Falta de chuvas em MT não desanima Vanguarda

Apesar das chuvas escassas em Mato Grosso, a Vanguarda Agro mantém a expectativa de um novo aumento de produtividade nesta safra 2015/16. A previsão da companhia, uma das principais produtoras de grãos e fibras do país, é atingir 55,4 sacas por hectare, ante 54,6 sacas em 2014/15. Já na Bahia, a expectativa é que as precipitações nos próximos 10 dias sustentem os rendimentos, mas a empresa já avalia a possibilidade de deixar o Estado.

"Tem havido falta de chuva em Mato Grosso, mas não podemos nos queixar. Estamos otimistas e esperamos superar 55 sacas por hectare, um recorde [para a empresa]", disse Arlindo Moura, CEO da Vanguarda, em encontro com investidores na tarde de ontem.

A Vanguarda finalizou o plantio em suas sete fazendas de Mato Grosso e deve concluir na Bahia esta semana. A empresa reduziu em 19% sua área em 2015/16, a 200,6 mil hectares, devido à devolução de arrendamentos nos dois Estados e no Piauí – onde já não opera mais.

"No fim desta safra, vamos avaliar também se ficaremos na Bahia. Temos que gerar resultados para a companhia, e são esses resultados que reduzirão nosso endividamento", afirmou o executivo. Ao fim do terceiro trimestre de 2015, a Vanguarda contabilizava uma dívida líquida de US$ 242,59 milhões (R$ 963,8 milhões).

Cristiano Rodrigues, CFO da companhia, disse que as negociações com os bancos para o alongamento do prazo de pagamento de dívidas que vencem até o fim do ano "estão indo bem". A perspectiva dele é que em três a quatro anos o nível de endividamento chegue a um "patamar confortável".

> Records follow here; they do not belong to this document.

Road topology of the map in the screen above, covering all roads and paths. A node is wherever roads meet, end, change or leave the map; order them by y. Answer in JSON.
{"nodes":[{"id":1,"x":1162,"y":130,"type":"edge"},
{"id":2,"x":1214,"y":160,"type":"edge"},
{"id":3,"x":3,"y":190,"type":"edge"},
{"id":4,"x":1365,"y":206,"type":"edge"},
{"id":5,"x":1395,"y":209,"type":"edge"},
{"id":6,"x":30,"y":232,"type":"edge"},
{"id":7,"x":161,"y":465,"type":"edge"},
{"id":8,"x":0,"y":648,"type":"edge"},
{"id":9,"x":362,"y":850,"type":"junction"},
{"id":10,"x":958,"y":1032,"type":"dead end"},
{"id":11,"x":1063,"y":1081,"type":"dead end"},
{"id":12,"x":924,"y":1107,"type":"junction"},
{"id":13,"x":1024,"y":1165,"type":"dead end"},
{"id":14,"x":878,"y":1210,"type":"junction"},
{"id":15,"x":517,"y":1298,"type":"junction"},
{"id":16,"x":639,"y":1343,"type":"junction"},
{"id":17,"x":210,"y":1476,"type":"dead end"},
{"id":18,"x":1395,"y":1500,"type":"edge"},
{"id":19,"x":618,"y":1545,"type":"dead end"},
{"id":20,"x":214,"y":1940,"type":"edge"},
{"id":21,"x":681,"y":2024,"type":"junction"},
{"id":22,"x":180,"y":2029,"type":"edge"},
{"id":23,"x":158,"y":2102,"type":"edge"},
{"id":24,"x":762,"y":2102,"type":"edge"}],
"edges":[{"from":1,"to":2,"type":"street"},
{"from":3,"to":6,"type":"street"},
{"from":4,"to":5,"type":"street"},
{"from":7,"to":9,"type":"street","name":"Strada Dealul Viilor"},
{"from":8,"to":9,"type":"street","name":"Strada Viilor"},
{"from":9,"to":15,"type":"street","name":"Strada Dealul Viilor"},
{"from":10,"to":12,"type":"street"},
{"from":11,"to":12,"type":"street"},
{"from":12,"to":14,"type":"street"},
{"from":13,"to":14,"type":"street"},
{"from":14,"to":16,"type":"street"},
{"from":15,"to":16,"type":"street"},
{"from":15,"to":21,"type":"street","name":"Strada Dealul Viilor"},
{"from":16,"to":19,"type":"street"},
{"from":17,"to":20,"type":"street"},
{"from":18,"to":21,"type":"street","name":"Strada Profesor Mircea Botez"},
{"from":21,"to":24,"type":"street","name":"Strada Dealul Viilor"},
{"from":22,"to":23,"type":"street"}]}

Conforme Moura, a Vanguarda chegou a cogitar a venda de uma fazenda para baixar o endividamento. "No passado, levantamos essa opção, houve uma oferta firme, mas a companhia preferiu não vender". Hoje, 70% da produção da Vanguarda está em terras arrendadas.

A Vanguarda iniciará a colheita de soja ainda em dezembro, previu Márcio Ferreira, diretor de operações. A companhia já negociou 56% da safra 2015/16 do grão, à média de US$ 10,2 por bushel – acima dos atuais US$ 8,8 da bolsa de Chicago. "Teremos soja nas primeiras semanas de janeiro, quando Mato Grosso ainda não terá, então poderemos ter um prêmio melhor", disse o diretor comercial Sandro Costa.